Transcribe the records word for word, leaving nothing out.

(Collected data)

=======

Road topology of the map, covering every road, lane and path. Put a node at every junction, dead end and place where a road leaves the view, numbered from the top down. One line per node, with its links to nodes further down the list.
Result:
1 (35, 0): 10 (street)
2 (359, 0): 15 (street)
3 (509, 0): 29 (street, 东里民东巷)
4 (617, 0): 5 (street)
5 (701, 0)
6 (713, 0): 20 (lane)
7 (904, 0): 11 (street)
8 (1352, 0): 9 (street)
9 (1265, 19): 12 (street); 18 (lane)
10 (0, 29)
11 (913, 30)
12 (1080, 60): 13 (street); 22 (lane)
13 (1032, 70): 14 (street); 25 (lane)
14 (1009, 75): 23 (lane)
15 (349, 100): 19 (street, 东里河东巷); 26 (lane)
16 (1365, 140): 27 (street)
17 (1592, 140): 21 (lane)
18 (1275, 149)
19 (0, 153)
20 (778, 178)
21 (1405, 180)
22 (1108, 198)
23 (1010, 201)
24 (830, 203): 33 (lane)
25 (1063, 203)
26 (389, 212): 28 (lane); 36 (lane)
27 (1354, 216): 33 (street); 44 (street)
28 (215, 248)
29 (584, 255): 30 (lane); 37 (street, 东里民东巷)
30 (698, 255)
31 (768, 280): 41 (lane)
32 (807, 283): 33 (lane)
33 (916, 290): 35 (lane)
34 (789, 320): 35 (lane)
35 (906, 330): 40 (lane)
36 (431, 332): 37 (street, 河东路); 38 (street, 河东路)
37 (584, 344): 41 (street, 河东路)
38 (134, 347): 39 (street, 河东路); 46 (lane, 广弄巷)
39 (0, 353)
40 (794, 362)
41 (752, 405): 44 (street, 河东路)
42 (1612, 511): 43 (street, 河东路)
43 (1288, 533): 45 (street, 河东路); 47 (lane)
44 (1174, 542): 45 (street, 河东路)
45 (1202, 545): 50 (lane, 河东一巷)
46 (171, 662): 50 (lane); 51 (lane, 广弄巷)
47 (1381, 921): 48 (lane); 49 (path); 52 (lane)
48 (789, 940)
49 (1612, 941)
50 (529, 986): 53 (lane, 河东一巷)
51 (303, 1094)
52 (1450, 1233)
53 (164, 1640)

=======

▶ YOUR SOLUTION
Road topology of the map, covering every road, lane and path. Put a node at every junction, dead end and place where a road leaves the view, numbered from the top down. One line per node, with its links to nodes further down the list.
Result:
1 (35, 0): 10 (street)
2 (359, 0): 15 (street)
3 (509, 0): 29 (street, 东里民东巷)
4 (617, 0): 5 (street)
5 (701, 0)
6 (713, 0): 20 (lane)
7 (904, 0): 11 (street)
8 (1352, 0): 9 (street)
9 (1265, 19): 12 (street); 18 (lane)
10 (0, 29)
11 (913, 30)
12 (1080, 60): 13 (street); 22 (lane)
13 (1032, 70): 14 (street); 25 (lane)
14 (1009, 75): 23 (lane)
15 (349, 100): 19 (street, 东里河东巷); 26 (lane)
16 (1365, 140): 27 (street)
17 (1592, 140): 21 (lane)
18 (1275, 149)
19 (0, 153)
20 (778, 178)
21 (1405, 180)
22 (1108, 198)
23 (1010, 201)
24 (830, 203): 33 (lane)
25 (1063, 203)
26 (389, 212): 28 (lane); 36 (lane)
27 (1354, 216): 33 (street); 44 (street)
28 (215, 248)
29 (584, 255): 30 (lane); 37 (street, 东里民东巷)
30 (698, 255)
31 (768, 280): 41 (lane)
32 (807, 283): 33 (lane)
33 (916, 290): 35 (lane)
34 (789, 320): 35 (lane)
35 (906, 330): 40 (lane)
36 (431, 332): 37 (street, 河东路); 38 (street, 河东路)
37 (584, 344): 41 (street, 河东路)
38 (134, 347): 39 (street, 河东路); 46 (lane, 广弄巷)
39 (0, 353)
40 (794, 362)
41 (752, 405): 44 (street, 河东路)
42 (1612, 511): 43 (street, 河东路)
43 (1288, 533): 45 (street, 河东路); 47 (lane)
44 (1174, 542): 45 (street, 河东路)
45 (1202, 545): 50 (lane, 河东一巷)
46 (171, 662): 50 (lane); 51 (lane, 广弄巷)
47 (1381, 921): 48 (lane); 49 (path); 52 (lane)
48 (789, 940)
49 (1612, 941)
50 (529, 986): 53 (lane, 河东一巷)
51 (303, 1094)
52 (1450, 1233)
53 (164, 1640)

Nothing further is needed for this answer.